**How to complete this task:**
Each line in the listing below that contains "wrist" should be returned.

**Records supplied:**
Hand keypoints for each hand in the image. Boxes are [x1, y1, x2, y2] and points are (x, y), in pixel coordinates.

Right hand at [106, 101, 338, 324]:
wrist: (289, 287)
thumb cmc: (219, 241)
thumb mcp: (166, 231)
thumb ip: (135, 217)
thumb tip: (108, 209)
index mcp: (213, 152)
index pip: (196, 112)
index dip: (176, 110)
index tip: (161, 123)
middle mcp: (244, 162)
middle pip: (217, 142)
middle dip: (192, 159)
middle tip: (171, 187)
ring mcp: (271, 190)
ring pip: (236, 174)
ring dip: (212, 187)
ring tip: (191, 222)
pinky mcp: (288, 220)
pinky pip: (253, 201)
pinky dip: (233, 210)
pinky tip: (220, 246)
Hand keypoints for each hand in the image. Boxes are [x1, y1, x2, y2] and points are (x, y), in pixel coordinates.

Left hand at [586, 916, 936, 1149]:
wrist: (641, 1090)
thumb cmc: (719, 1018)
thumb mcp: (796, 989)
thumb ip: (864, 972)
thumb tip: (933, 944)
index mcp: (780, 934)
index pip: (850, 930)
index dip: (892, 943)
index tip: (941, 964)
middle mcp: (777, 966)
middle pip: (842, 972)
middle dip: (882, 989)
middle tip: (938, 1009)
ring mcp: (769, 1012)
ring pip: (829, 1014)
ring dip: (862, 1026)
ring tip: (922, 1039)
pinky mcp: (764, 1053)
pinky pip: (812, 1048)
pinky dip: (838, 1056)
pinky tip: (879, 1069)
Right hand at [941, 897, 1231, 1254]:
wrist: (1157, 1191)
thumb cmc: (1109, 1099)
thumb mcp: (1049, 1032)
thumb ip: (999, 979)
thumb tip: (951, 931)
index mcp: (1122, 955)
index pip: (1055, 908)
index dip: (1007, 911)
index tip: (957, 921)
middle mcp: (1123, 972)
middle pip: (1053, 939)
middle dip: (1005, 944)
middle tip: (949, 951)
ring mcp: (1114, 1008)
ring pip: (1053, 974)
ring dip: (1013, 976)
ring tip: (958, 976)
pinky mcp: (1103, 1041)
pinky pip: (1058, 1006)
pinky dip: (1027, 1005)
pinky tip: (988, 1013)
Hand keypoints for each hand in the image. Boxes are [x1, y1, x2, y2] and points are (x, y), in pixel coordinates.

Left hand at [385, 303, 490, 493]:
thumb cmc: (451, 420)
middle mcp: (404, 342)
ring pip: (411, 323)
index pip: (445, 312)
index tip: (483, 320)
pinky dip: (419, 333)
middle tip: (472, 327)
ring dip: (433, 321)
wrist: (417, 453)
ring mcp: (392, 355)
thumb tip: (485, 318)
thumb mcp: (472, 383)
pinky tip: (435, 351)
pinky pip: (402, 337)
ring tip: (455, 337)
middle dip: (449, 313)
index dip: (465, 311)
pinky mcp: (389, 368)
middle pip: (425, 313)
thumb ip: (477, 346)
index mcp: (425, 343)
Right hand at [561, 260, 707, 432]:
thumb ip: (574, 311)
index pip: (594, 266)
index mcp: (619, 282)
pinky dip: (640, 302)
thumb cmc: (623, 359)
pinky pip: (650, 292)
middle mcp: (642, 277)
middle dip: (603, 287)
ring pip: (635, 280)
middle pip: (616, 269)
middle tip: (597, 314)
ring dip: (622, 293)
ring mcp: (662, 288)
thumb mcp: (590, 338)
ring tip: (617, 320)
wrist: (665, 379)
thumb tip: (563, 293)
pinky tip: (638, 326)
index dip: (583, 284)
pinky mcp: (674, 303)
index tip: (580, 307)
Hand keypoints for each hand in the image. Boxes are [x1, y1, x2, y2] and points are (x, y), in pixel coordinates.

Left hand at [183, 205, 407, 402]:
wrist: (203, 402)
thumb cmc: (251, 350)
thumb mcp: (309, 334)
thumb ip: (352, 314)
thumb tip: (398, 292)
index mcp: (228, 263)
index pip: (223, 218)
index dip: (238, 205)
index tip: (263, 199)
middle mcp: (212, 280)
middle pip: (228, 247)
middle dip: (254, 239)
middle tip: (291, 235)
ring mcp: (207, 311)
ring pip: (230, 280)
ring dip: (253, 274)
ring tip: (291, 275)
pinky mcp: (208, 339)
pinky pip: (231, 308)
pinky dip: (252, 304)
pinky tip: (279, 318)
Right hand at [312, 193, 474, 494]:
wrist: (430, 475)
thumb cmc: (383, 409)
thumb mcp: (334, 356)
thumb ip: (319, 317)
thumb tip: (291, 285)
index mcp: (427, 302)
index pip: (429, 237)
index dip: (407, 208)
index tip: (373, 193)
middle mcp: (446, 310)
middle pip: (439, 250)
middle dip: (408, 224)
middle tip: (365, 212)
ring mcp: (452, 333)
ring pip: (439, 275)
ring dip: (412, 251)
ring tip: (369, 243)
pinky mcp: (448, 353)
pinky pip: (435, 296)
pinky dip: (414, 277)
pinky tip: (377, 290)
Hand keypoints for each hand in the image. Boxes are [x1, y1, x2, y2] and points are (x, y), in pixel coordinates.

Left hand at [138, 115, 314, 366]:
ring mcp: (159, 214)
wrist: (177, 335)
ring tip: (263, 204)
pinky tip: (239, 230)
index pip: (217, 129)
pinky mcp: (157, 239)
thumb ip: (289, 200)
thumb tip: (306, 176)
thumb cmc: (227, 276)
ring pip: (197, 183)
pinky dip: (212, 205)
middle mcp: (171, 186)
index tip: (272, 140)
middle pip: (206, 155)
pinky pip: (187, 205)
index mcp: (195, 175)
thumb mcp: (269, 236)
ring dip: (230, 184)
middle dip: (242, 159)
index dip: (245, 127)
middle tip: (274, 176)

**Answer to this task:**
wrist: (289, 287)
wrist: (641, 1090)
wrist: (1157, 1191)
wrist: (417, 453)
wrist: (665, 379)
wrist: (203, 402)
wrist: (430, 475)
wrist: (177, 335)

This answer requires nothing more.